Lo scienziato e attivista, membro della Ong inglese “The Corner House” e co-fondatore del “Durban Group for Climate Justice”, descrive le possibilità aperte dall’esplosione di mobilitazioni ecologiste, ma anche i rischi che derivano dai tentativi di recupero capitalista

Credi esista il rischio che il movimento dei Fridays For Future finisca addomesticato dall’attitudine paternalistica delle istituzioni?
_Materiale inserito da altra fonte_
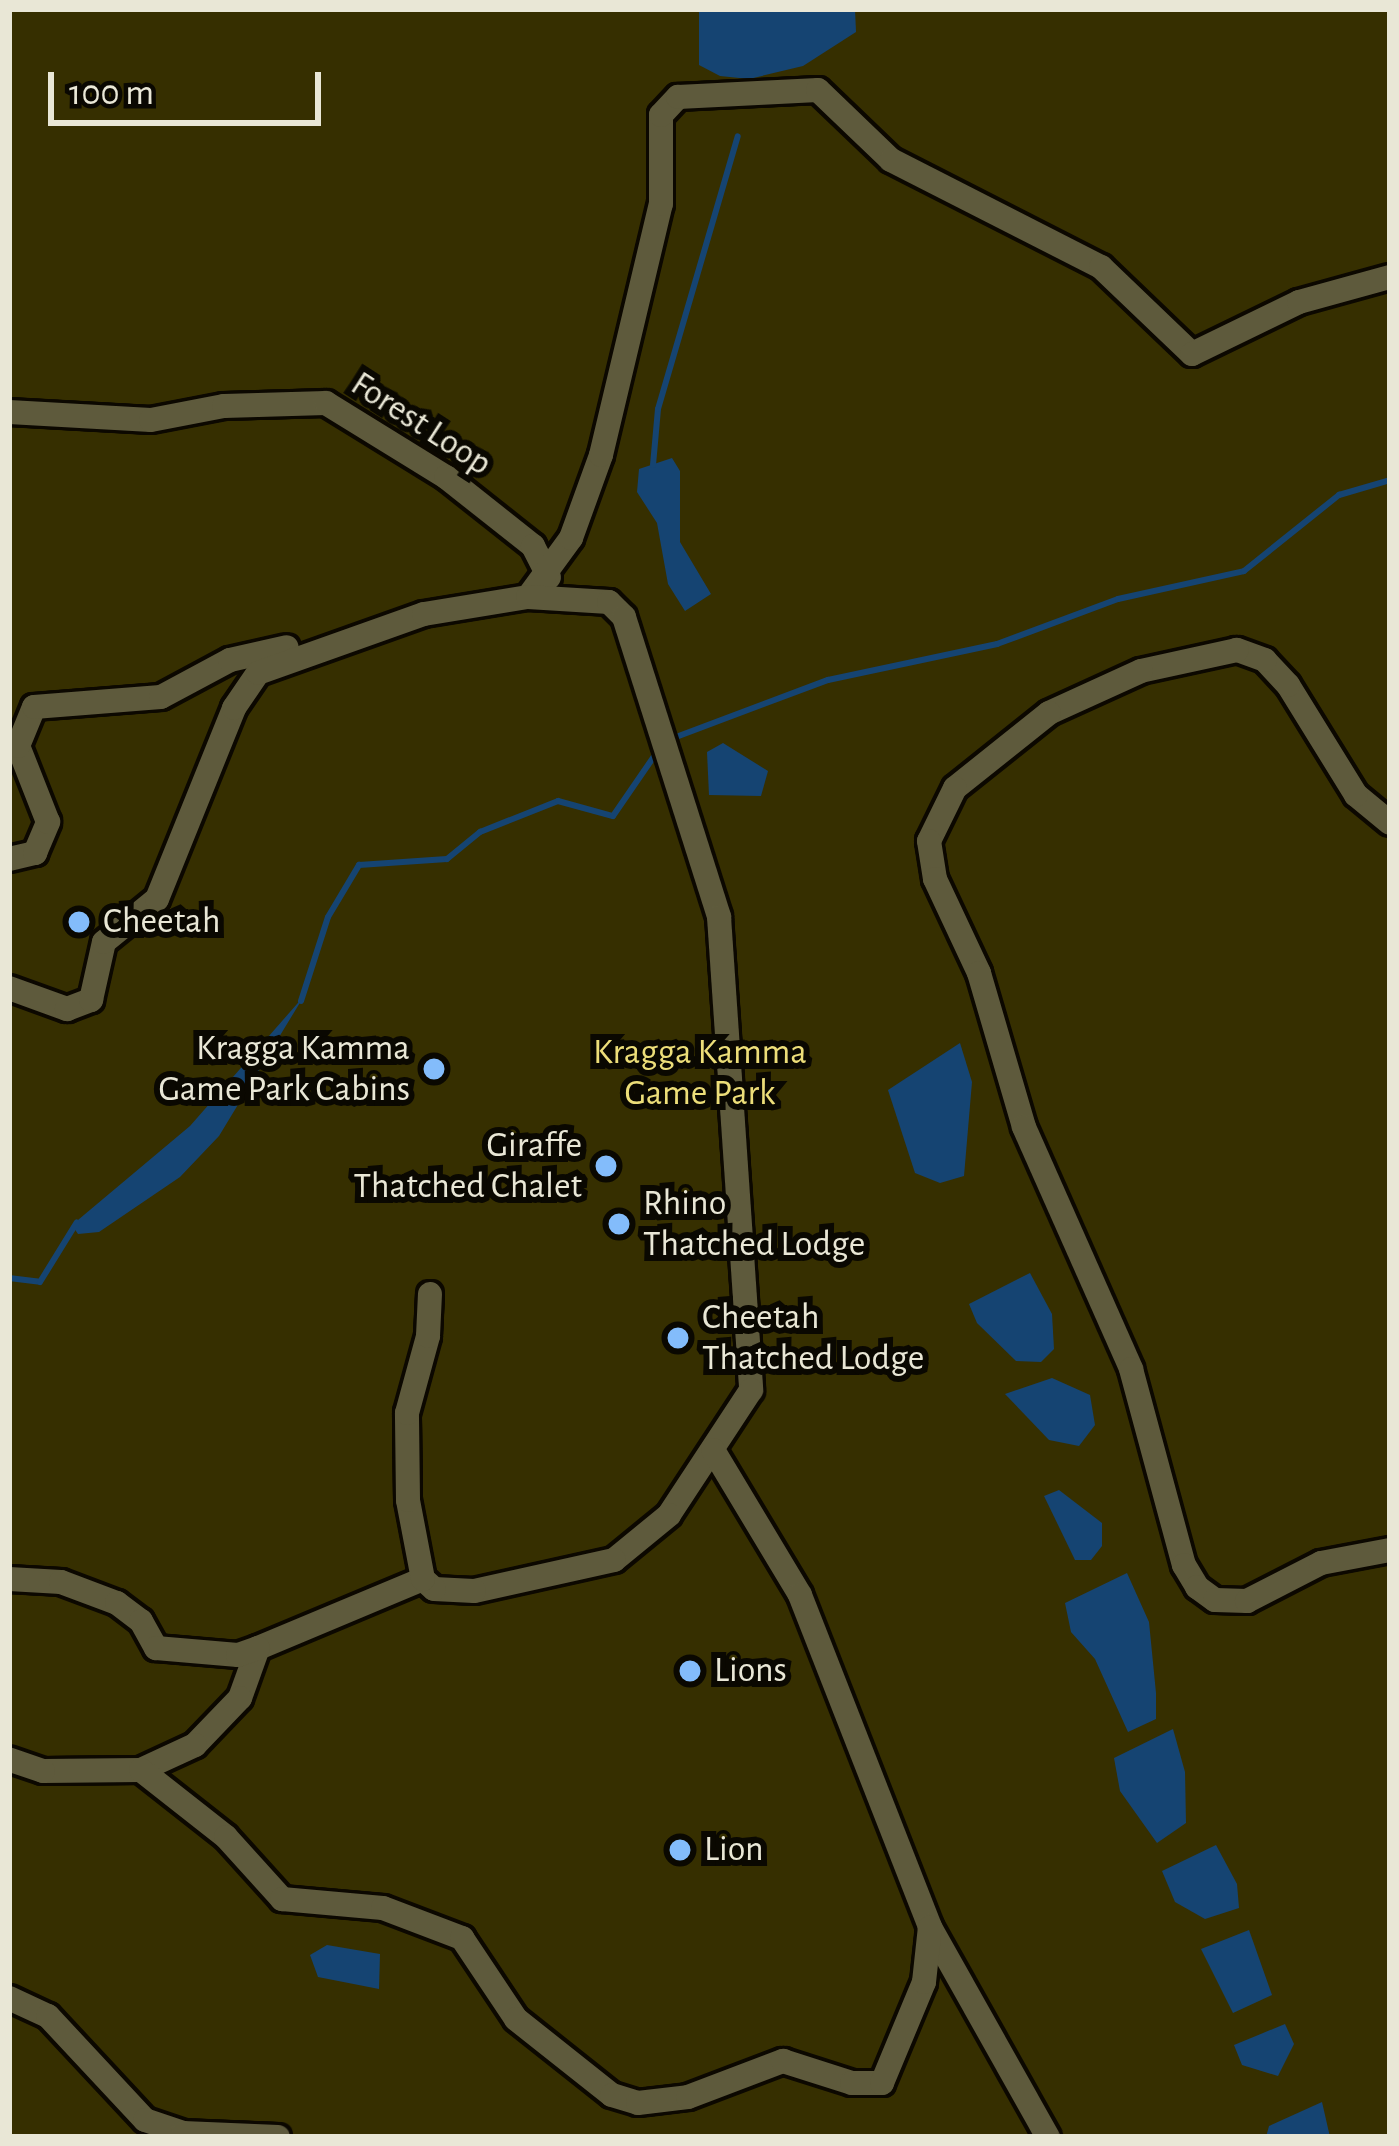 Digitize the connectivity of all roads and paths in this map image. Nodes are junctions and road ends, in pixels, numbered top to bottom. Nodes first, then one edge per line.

Sono attratto dai Fridays For Future in quanto nuovo movimento di ragazzi e ragazze il cui agire politico non può più essere negato né occultato. In molti hanno cercato di farlo, ma hanno fallito. Questi giovani sono più adulti degli adulti e, ad esempio, meno influenzabili da fantasie relative a una infinita accumulazione del capitale. Così quando alcuni adulti (o supposti tali, come Trump) hanno cercato di addomesticarli non ci sono riusciti. In ogni caso, non basta dimostrare di riuscire a non essere addomesticati per non correre il rischio di venire catturati dagli adulti e dalle loro fantasie. Per esempio, alcuni hanno sottolineato che una dei compagni di viaggio di Greta Thunberg è stata Jennifer Morgan, ambientalista a favore del capitale che ha lavorato per molti anni nel Wwf, una delle organizzazioni più colonialiste e a sostegno delle imprese al mondo. Per quanto Greta riesca a essere forte, questo tipo di legami sono destinati ad avere un effetto. Per questo non sorprende vedere Greta sostenere i progetti di cosiddette “Soluzioni Climatiche Naturali” [misure che prevedono la compensazione nella produzione carbonio per combustione di fossili con la creazione di foreste o altri progetti che trattengono carbonio, ndr] che stanno aprendo le porte a nuovi imperialismi nell’annessione di terre nel Sud del mondo, per permettere alle industrie del Nord di continuare a inquinare.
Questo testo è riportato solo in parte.